Pedagogía.- El género pedagógico de su discurso serían las parábolas, o sea, comparaciones de la vida cotidiana como base de enseñanzas acerca del Reino de Dios. 

Equipo central de colaboradores. Tendría que elegir un reducido grupo cercano –serían 12 apóstoles- a quienes daría una enseñanza y entrenamiento más especial. 

  • Una vez diseñada su planificación, habría que echarla a andar, y para ello, planear su lanzamiento, fijando tiempo y lugar adecuado. Como lugar del lanzamiento pensó en su pueblo, Nazaret, adonde anunciaría su programa, como lo hizo. En cuanto al tiempo, habría que esperar una coyuntura. Dicha coyuntura fue el arresto de Juan Bautista, mandado por el Rey Herodes, como represión a la denuncia que le hacía el profeta. Hasta entonces, Jesús se había quedado junto a su primo, ayudándolo a bautizar; pero con este hecho se daba cuenta que aquel movimiento se acabaría y entonces decide tomar el relevo, transladándose a Galilea, una región más propicia, pues estaba más lejos del centro judío de poder y más preparado por la predicación de grandes profetas (como Elías y Eliseo). Así, además, se cumpliría la profecía que leímos en la primera lectura: “Tierra de Zabulón y Neftalí, camino del mar, Galilea de los paganos…” 

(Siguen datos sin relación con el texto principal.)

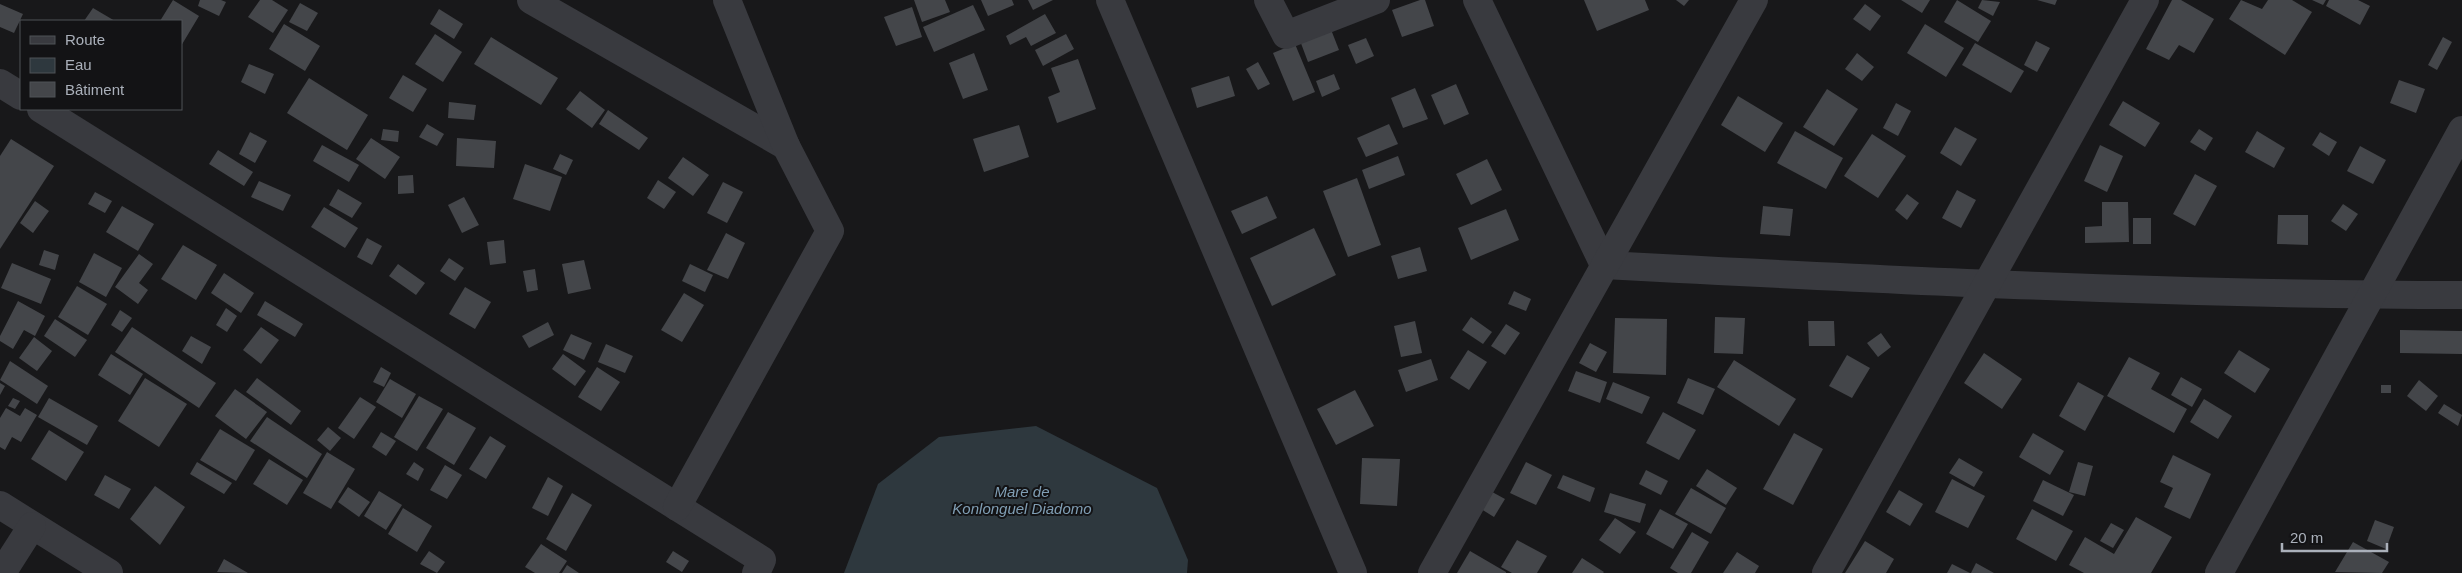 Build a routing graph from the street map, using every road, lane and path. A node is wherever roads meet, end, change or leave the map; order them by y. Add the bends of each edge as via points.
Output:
1 (531, 0) edge
2 (727, 0) edge
3 (1110, 0) edge
4 (1268, 0) edge
5 (1376, 0) edge
6 (1477, 0) edge
7 (1754, 0) edge
8 (2145, 0) edge
9 (0, 83) edge
10 (20, 95) edge
11 (43, 110) edge
12 (2462, 130) edge
13 (786, 146) junction
14 (1604, 265) junction
15 (1986, 285) junction
16 (2370, 295) junction
17 (2462, 295) edge
18 (0, 505) edge
19 (677, 507) junction
20 (32, 526) junction
21 (2, 573) edge
22 (109, 573) edge
23 (756, 573) edge
24 (1352, 573) edge
25 (1432, 573) edge
26 (1826, 573) edge
27 (2220, 573) edge

1 - 13 street
2 - 13 street
3 - 24 street
4 - 5 street via 1286,36
6 - 14 street
7 - 14 street
8 - 15 street
9 - 10 street
11 - 19 street
12 - 16 street
13 - 19 street via 830,231
14 - 15 street
14 - 25 street
15 - 16 street
15 - 26 street
16 - 17 street
16 - 27 street
18 - 20 street
19 - 23 street via 762,560
20 - 21 street
20 - 22 street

  • El evangelio de hoy se centra en la elección de los primeros apóstoles. Habiéndose instalado en Cafarnaúm, una vez que caminaba por la ribera del mar vio a los dos hermanos, Simón y Andrés, a quienes había conocido antes, entre los discípulos del Bautista. Eran pescadores y estaban entonces remendando sus redes. Amaban su oficio: levantarse muy tempranito, todavía de noche y tender las redes, quedándose silenciosos bajo la luz de las estrellas, ocasión para reflexionar, meditar y orar. Cuando Jesús llama a su seguimiento, no frustra las auténticas vocaciones personales, sino que las transforma para realizarlas desde otra dimensión más seductora. Jesús los invitó: Les gusta pescar, ¿verdad?, pues síganme “y los haré pescadores de hombres”. Lo mismo hizo con Santiago y Juan, quienes trabajaban con la barca de su padre, en la que también usaban los primeros hermanos. 
  • También nosotros, cuando Jesús llama, por supuesto siempre hay algo que perder; pero también es posible que nuestra vida descubra aspectos insospechados. Quizás también nosotros estemos enredados en nuestra cotidianidad, en nuestros trabajos y rutinas, quizás buscando superar nuestras soledades en el Internet y en las redes sociales, y quizás podamos escuchar a Jesús que nos diga: “dejen sus redes y síganme”… Aceptar esta invitación a sumarnos en un gran proyecto, muy ambicioso; pero que requiere una entrega total, hará entonces que nuestra existencia posea un sentido hasta entonces desconocido. ¿Aceptamos el llamado?